Review of 2019 - Jingwen Zheng

Year 2020 comes soon, now it’s time to review the whole year 2019. This year I improved my SQL, python and analysis skills, learnt and applied some Machine Learning algorithms. In the following, I’ll talk about:

Working in retailing
Self-learning
Open source projects contributions
Climate Change Series
Airbnb Paris Analysis
Second-hand apartments transactions in Paris
Blogs

Working in retailing

bibi! for loyalty program

“bibi!” it is the new franprix customer benefits’ program, it’s unique, generous and personalized. In order to understand if this new program works well, I create a dashboard for CRM team with data as the transaction’s and turnover’s quote-part with “bibi!”, so that they can make decisions with data support.

Cooperate with HEMA

HEMA, a department store of sorts, which sells only own-brand products, is ubiquitous on the Dutch high street, but that doesn’t mean it’s pedestrian in any way. Instead, the wide range of household products and homewares HEMA sells is incredibly well-designed in a distinctive simple, fresh and modern style. Cosmetics, clothes, food and other product ranges are available too.

In 2019, franprix is betting on non-food and is establishing a partnership with the HEMA brand, specializing in design bazaar products. From the 10th September, in 15 Parisian franprix stores, HEMA makes your life easier and more fun.

In order to follow the performance of Hema’s products in franprix stores, I created a weekly report as above, so that innovation team could have an idea of how many Hema’s products are sold in each franprix store, and how many turnover is created by them.

Improvement in stores’ coordinates

Stores geolocation

We have latitude and longitude for each store in our internal system, but some are not that exact, so we decide to check and update geolocation’s information for each store, and specify the haversine distance between geolocation of internal system and new defined geolocation. In the map above, each gray point presents the coordinates in our internal system, the colored point that connected to the gray point by a line is the updated coordinates. So that we can see how large the gap between two coordinates.

What did I learn during working?

During the working, I enriched my knowledge of data precessing performance, geovisualisation and other subjects.

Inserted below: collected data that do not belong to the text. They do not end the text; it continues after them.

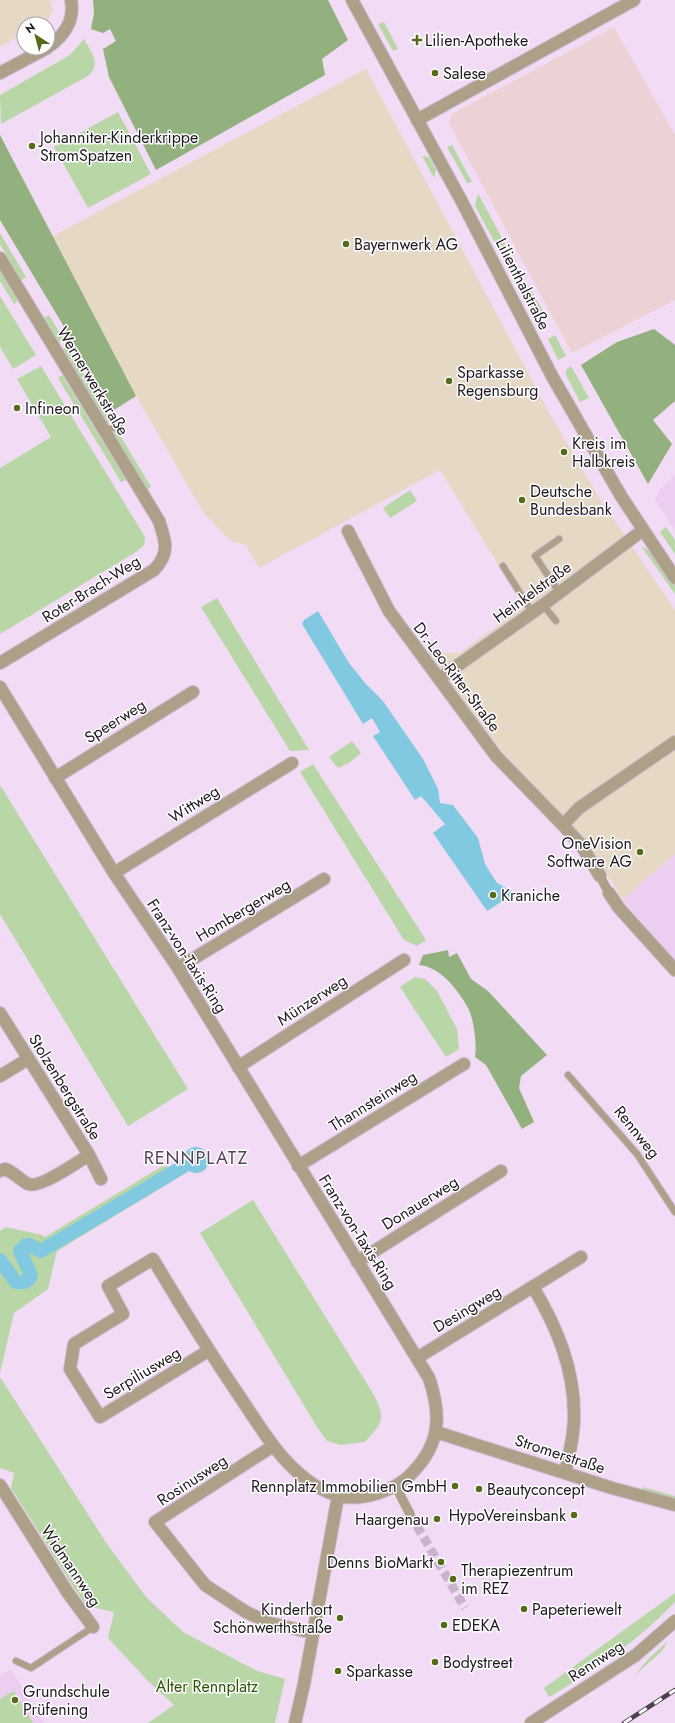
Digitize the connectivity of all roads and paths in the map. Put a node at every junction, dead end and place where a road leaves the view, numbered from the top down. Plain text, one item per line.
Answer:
1 (71, 0) edge
2 (352, 0) edge
3 (634, 0) edge
4 (56, 40) edge
5 (32, 56) edge
6 (0, 73) edge
7 (417, 120) junction
8 (0, 258) edge
9 (119, 426) dead end
10 (104, 431) junction
11 (159, 521) joint
12 (643, 530) junction
13 (348, 531) dead end
14 (559, 539) dead end
15 (503, 566) dead end
16 (675, 578) edge
17 (559, 592) junction
18 (543, 605) junction
19 (532, 612) junction
20 (556, 621) dead end
21 (0, 663) edge
22 (440, 678) junction
23 (0, 687) edge
24 (193, 692) dead end
25 (675, 742) edge
26 (292, 763) dead end
27 (55, 778) junction
28 (563, 826) junction
29 (114, 872) junction
30 (600, 876) joint
31 (324, 880) dead end
32 (609, 893) joint
33 (404, 960) dead end
34 (178, 968) junction
35 (675, 970) edge
36 (0, 1013) edge
37 (28, 1059) junction
38 (464, 1064) dead end
39 (238, 1067) junction
40 (568, 1075) dead end
41 (0, 1076) edge
42 (89, 1155) junction
43 (298, 1166) junction
44 (0, 1171) edge
45 (501, 1171) dead end
46 (101, 1179) dead end
47 (675, 1212) edge
48 (581, 1257) dead end
49 (153, 1259) joint
50 (357, 1262) junction
51 (533, 1287) junction
52 (208, 1351) junction
53 (417, 1358) junction
54 (436, 1432) junction
55 (274, 1446) junction
56 (565, 1473) junction
57 (0, 1485) edge
58 (395, 1485) junction
59 (338, 1496) junction
60 (675, 1505) edge
61 (410, 1514) tunnel mouth
62 (675, 1621) edge
63 (93, 1627) joint
64 (313, 1633) junction
65 (16, 1661) dead end
66 (295, 1723) edge
67 (531, 1723) edge

1 - 4 street
2 - 7 street, Lilienthalstraße
3 - 7 street
5 - 6 street
7 - 12 street, Lilienthalstraße
8 - 10 street, Wernerwerkstraße
9 - 10 lane
10 - 11 street, Wernerwerkstraße
11 - 21 street, Roter-Brach-Weg
12 - 16 street, Lilienthalstraße
12 - 17 street, Heinkelstraße
13 - 22 street, Dr.-Leo-Ritter-Straße
14 - 17 lane
15 - 19 lane
17 - 18 street, Heinkelstraße
18 - 19 street, Heinkelstraße
18 - 20 lane
19 - 22 street, Heinkelstraße
22 - 28 street, Dr.-Leo-Ritter-Straße
23 - 27 street, Franz-von-Taxis-Ring
24 - 27 street, Speerweg
25 - 28 street
26 - 29 street, Wittweg
27 - 29 street, Franz-von-Taxis-Ring
28 - 30 street, Dr.-Leo-Ritter-Straße
29 - 34 street, Franz-von-Taxis-Ring
30 - 32 street
31 - 34 street, Hombergerweg
32 - 35 street
33 - 39 street, Münzerweg
34 - 39 street, Franz-von-Taxis-Ring
36 - 37 street, Stolzenbergstraße
37 - 41 street
37 - 42 street, Stolzenbergstraße
38 - 43 street, Thannsteinweg
39 - 43 street, Franz-von-Taxis-Ring
40 - 47 lane, Rennweg
42 - 44 street
42 - 46 street, Stolzenbergstraße
43 - 50 street, Franz-von-Taxis-Ring
45 - 50 street, Donauerweg
48 - 51 street, Desingweg
49 - 52 street, Franz-von-Taxis-Ring
49 - 52 street, Serpiliusweg
50 - 53 street, Franz-von-Taxis-Ring
51 - 53 street, Desingweg
51 - 56 street
52 - 55 street, Franz-von-Taxis-Ring
53 - 54 street, Franz-von-Taxis-Ring
54 - 56 street, Stromerstraße
54 - 58 street, Franz-von-Taxis-Ring
55 - 59 street, Franz-von-Taxis-Ring
55 - 64 street, Rosinusweg
56 - 60 street, Stromerstraße
57 - 63 street, Widmannweg
58 - 59 street, Franz-von-Taxis-Ring
58 - 61 street
59 - 64 street
62 - 67 street, Rennweg
63 - 65 lane, Widmannweg
64 - 66 street

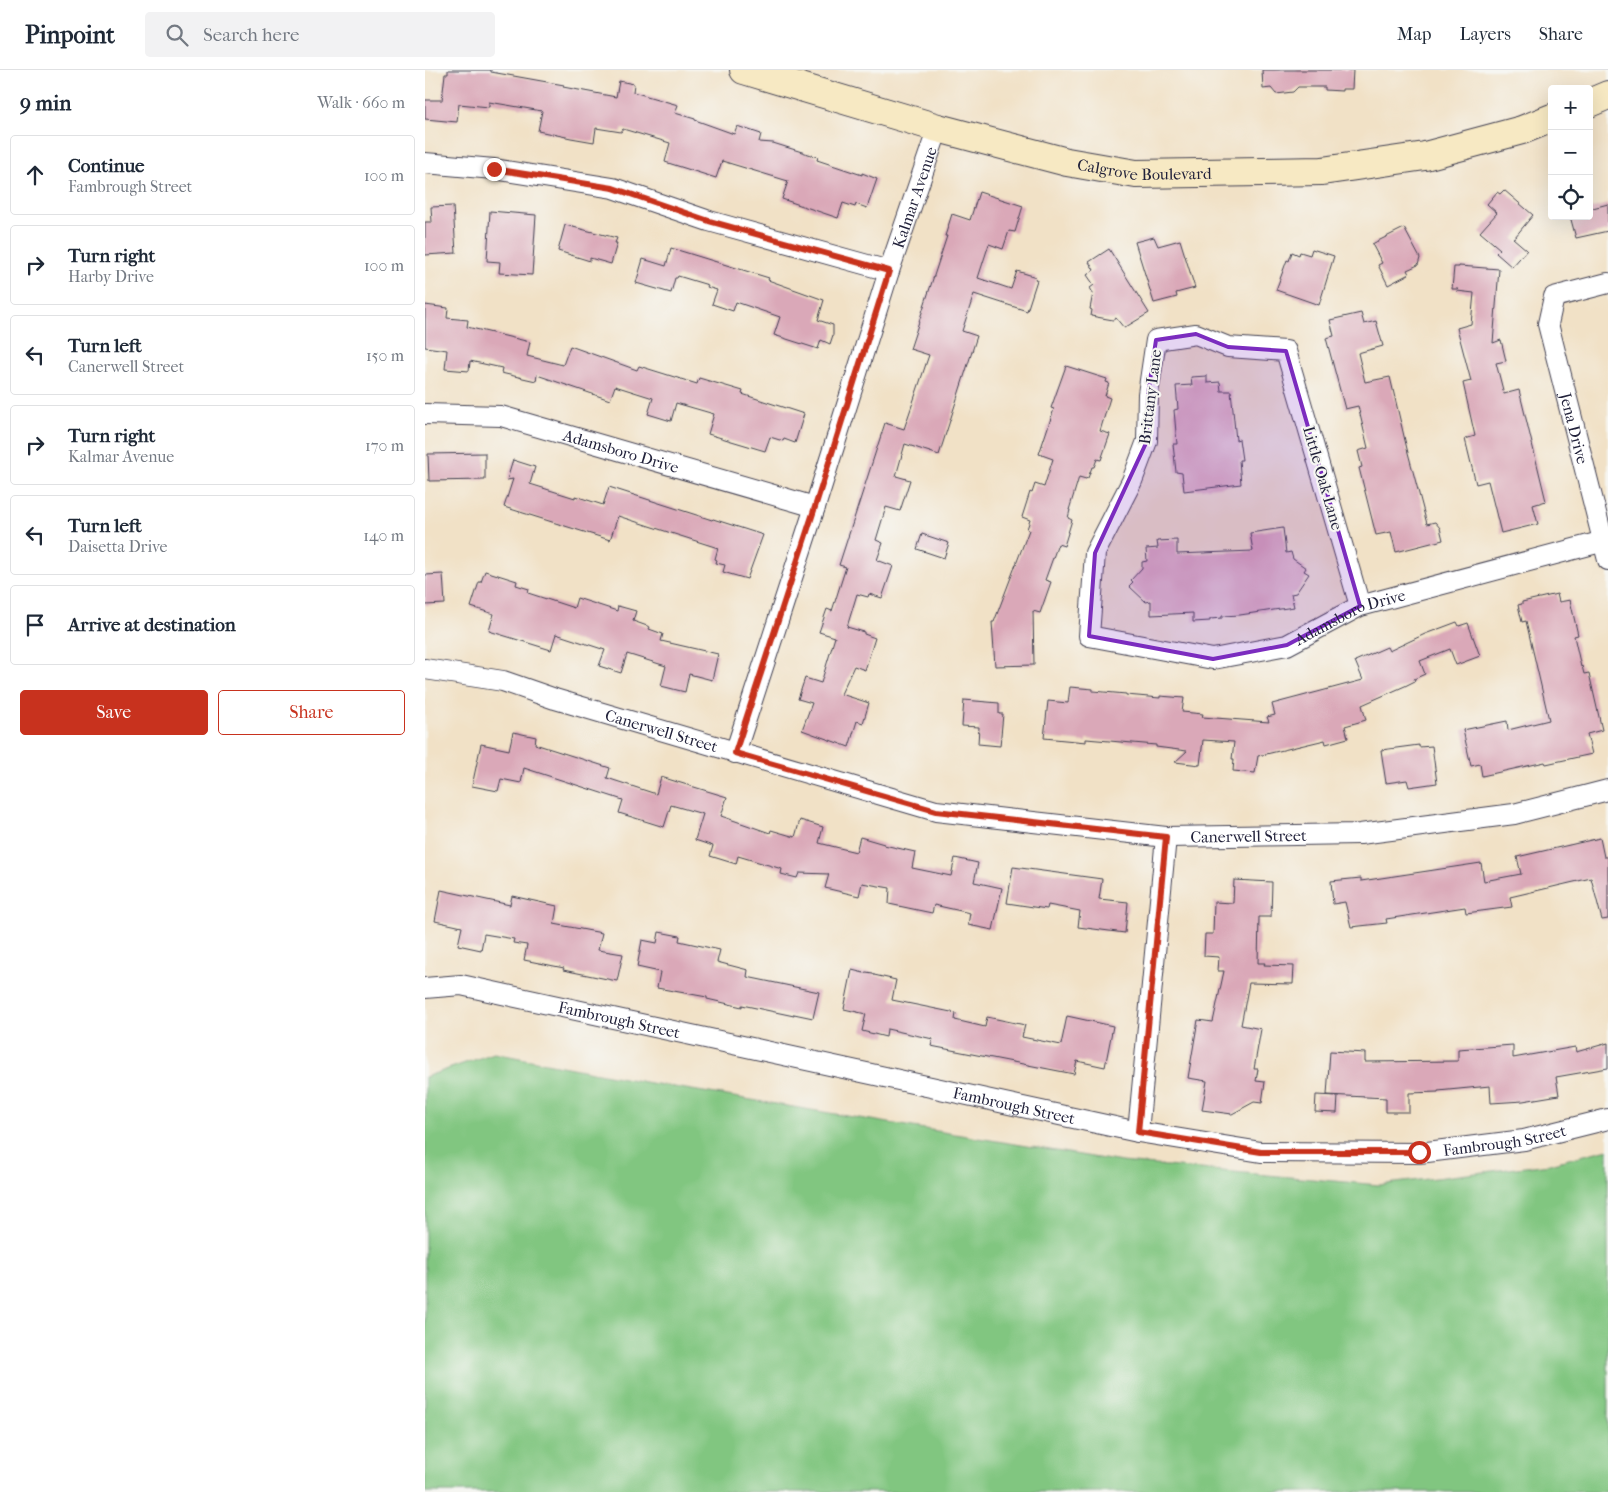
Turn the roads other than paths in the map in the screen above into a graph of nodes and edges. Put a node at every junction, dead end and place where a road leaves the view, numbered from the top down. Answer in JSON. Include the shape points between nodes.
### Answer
{"nodes":[{"id":1,"x":744,"y":70,"type":"edge"},
{"id":2,"x":1608,"y":95,"type":"edge"},
{"id":3,"x":1593,"y":101,"type":"edge"},
{"id":4,"x":1548,"y":120,"type":"edge"},
{"id":5,"x":938,"y":128,"type":"junction"},
{"id":6,"x":425,"y":163,"type":"edge"},
{"id":7,"x":889,"y":271,"type":"junction"},
{"id":8,"x":1608,"y":283,"type":"edge"},
{"id":9,"x":1286,"y":351,"type":"joint"},
{"id":10,"x":425,"y":414,"type":"edge"},
{"id":11,"x":815,"y":507,"type":"junction"},
{"id":12,"x":1607,"y":547,"type":"edge"},
{"id":13,"x":1360,"y":606,"type":"junction"},
{"id":14,"x":1089,"y":636,"type":"joint"},
{"id":15,"x":425,"y":669,"type":"edge"},
{"id":16,"x":735,"y":753,"type":"junction"},
{"id":17,"x":1608,"y":790,"type":"edge"},
{"id":18,"x":1166,"y":837,"type":"junction"},
{"id":19,"x":425,"y":988,"type":"edge"},
{"id":20,"x":1608,"y":1119,"type":"edge"},
{"id":21,"x":1138,"y":1132,"type":"junction"}],
"edges":[{"from":1,"to":5,"type":"street","name":"Calgrove Boulevard"},
{"from":2,"to":3,"type":"street"},
{"from":4,"to":5,"type":"street","name":"Calgrove Boulevard","via":[[1522,130],[1425,156],[1321,171],[1136,174],[1067,162]]},
{"from":5,"to":7,"type":"street","name":"Kalmar Avenue"},
{"from":6,"to":7,"type":"street","via":[[494,169],[613,188],[709,221]]},
{"from":7,"to":11,"type":"street","name":"Kalmar Avenue"},
{"from":8,"to":12,"type":"street","name":"Jena Drive","via":[[1553,297],[1548,324]]},
{"from":9,"to":13,"type":"street","name":"Little Oak Lane"},
{"from":9,"to":14,"type":"street","name":"Brittany Lane","via":[[1228,347],[1196,334],[1156,340],[1147,441],[1095,553]]},
{"from":10,"to":11,"type":"street","name":"Adamsboro Drive","via":[[501,416]]},
{"from":11,"to":16,"type":"street","name":"Kalmar Avenue"},
{"from":12,"to":13,"type":"street","name":"Adamsboro Drive"},
{"from":13,"to":14,"type":"street","name":"Adamsboro Drive","via":[[1287,645],[1213,659]]},
{"from":15,"to":16,"type":"street","name":"Canerwell Street","via":[[503,682]]},
{"from":16,"to":18,"type":"street","name":"Canerwell Street","via":[[936,811]]},
{"from":17,"to":18,"type":"street","name":"Canerwell Street","via":[[1514,814],[1360,834]]},
{"from":18,"to":21,"type":"street"},
{"from":19,"to":21,"type":"street","name":"Fambrough Street","via":[[461,985]]},
{"from":20,"to":21,"type":"street","name":"Fambrough Street","via":[[1524,1140],[1419,1152],[1261,1152]]}]}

For creating reports, I learnt how to create a python package which helps us to install only the necessary modules and pack elements for each report together. The structure of the package is similar to the following:

$ tree
.
├── __init__.py
├── data
│   ├── __init__.py
│   └── job.sql
├── setup.py
├── job.py
│── tests
│   ├── __init__.py
│   └── job_test.py
├── .gitlab-ci.yml
└── environment.yml

Moreover, when creating multiple reports by python scripts, we usually face the situation that different versions of one python module is needed for different reports. In this case, maybe creating a virtual environment for this project is a good choice. The virtual environment allows you to use a certain version of a module for one project and another version for another project: if you install the module system-wide and don’t use venv, then you can only use one version of the module.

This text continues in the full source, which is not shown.